Yes, we’ve all read it before in the newspaper, but today the Queen re-opened Parliament with a speech which sounded rather different to what we’ve become used to, no huge focus on terrorism and no awful news-speak about helping families (with yet more benefits that keep the poor dependant). Instead we got something altogether different: the word de jour is freedom: Scrapping of draconian ID cards and ID databases, Measures to help bolster civil liberties, Powers to set up new schools and open more academies (which are in effect just grant maintained?), Fixed-term Parliaments are now properly on the agenda and a couple of referendums, first on the voting system (a/v) which seems to be linked to a promise of reform for the new rotten boroughs so we equal out the size of constituencies, and if anything happens in Europe now we’ve got a guarantee of referendum on future EU treaties or major changes of power-balance from the UK to the EU (and one would presume vice versa?).

In other news there’s going to be changes to financial regulation but no detail, changes to the police with elected police officials (good news) as well as restoring the pensions link to earnings, and the rather vague promise of more power for the Scottish Parliament: whether the coalition is feeling brave enough to properly tackle the West Lothian question has yet to be seen.

It was nice to see a speech that for the first time in a long time didn’t feel like it’d make us worse of democratically: I still think with the cuts and the world-economic problems coming up, but I do feel like the power of the people has been dramatically realigned. Now the coalition has to stick together to get these things through.

The law is an ass

This week we’ve seen a very dark day in England’s judicial history, it’s a week that’s seen two young boys placed on the sex offenders register after being tried by a jury in Court 7 at the Old Bailey: the crime – attempted rape, having been cleared of actual rape only a few days earlier. But these are children: by all accounts none when questioned had any understanding of the mechanics of rape or sexual behaviour, they’re simply children, and it’s an extremely dangerous day when we start criminalising this country’s children for exhibiting natural inquisitive childish behaviour.

Sure, we must try children who transgress into violent or aggressive acts, but all children experiment, often with others – and if we apply our horrified tabloid sexualisation to these fundamentally innocent act we run the risk of turning children and teenagers into monsters because we apply adult laws, adult thought and adult morals onto those too young to understand any of these things.

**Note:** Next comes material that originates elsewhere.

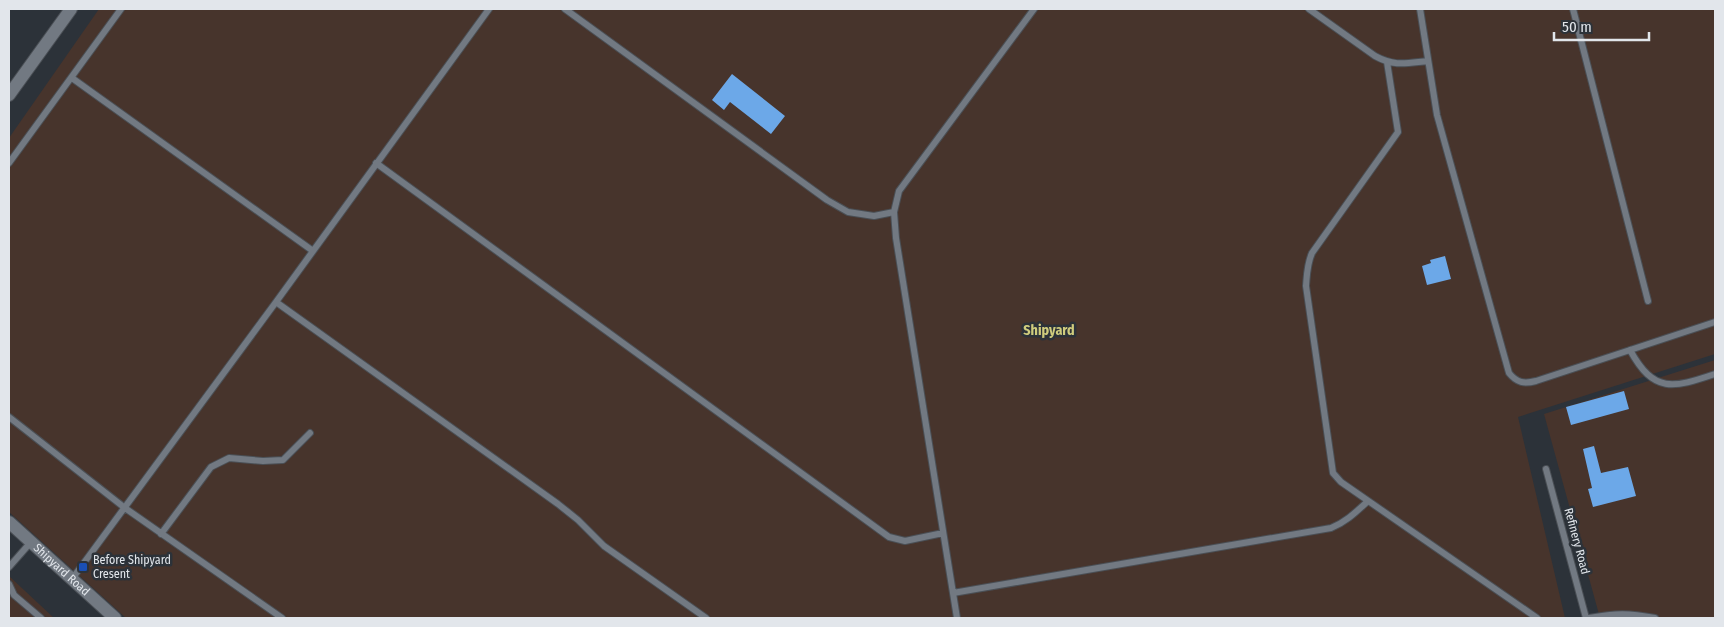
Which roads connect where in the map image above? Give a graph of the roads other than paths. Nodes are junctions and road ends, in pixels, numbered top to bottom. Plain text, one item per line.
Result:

The simple fact is that none of those involved, certainly not an 8 year old girl should have known what sex was in any way that was complex enough to make an allegation – We’ve over sexualised our children, over-exposed them to a media and a culture that thinks children can be adults, and that’s just got to stop. We can’t go back to some golden age, because there never was one – kids have always figured out what is what in some respect, but please – can’t we just do enough to give our children back their childhood?

Expenses: the monster that just won’t die.

Parliamentry expenses is the monster under the bed that just won’t die: it’s once again rearing it’s ugly head as MPs complain that the new rules regarding expenses are unfair, we’ve heard it all – from MPs complaining they’re being treated like they’re on benefits to one MP bemoaning that it’s going to be unsafe to go home.

What happens on a January night in London? I suppose I will have to take the tube, then a bus and then a long walk home. That is not safe.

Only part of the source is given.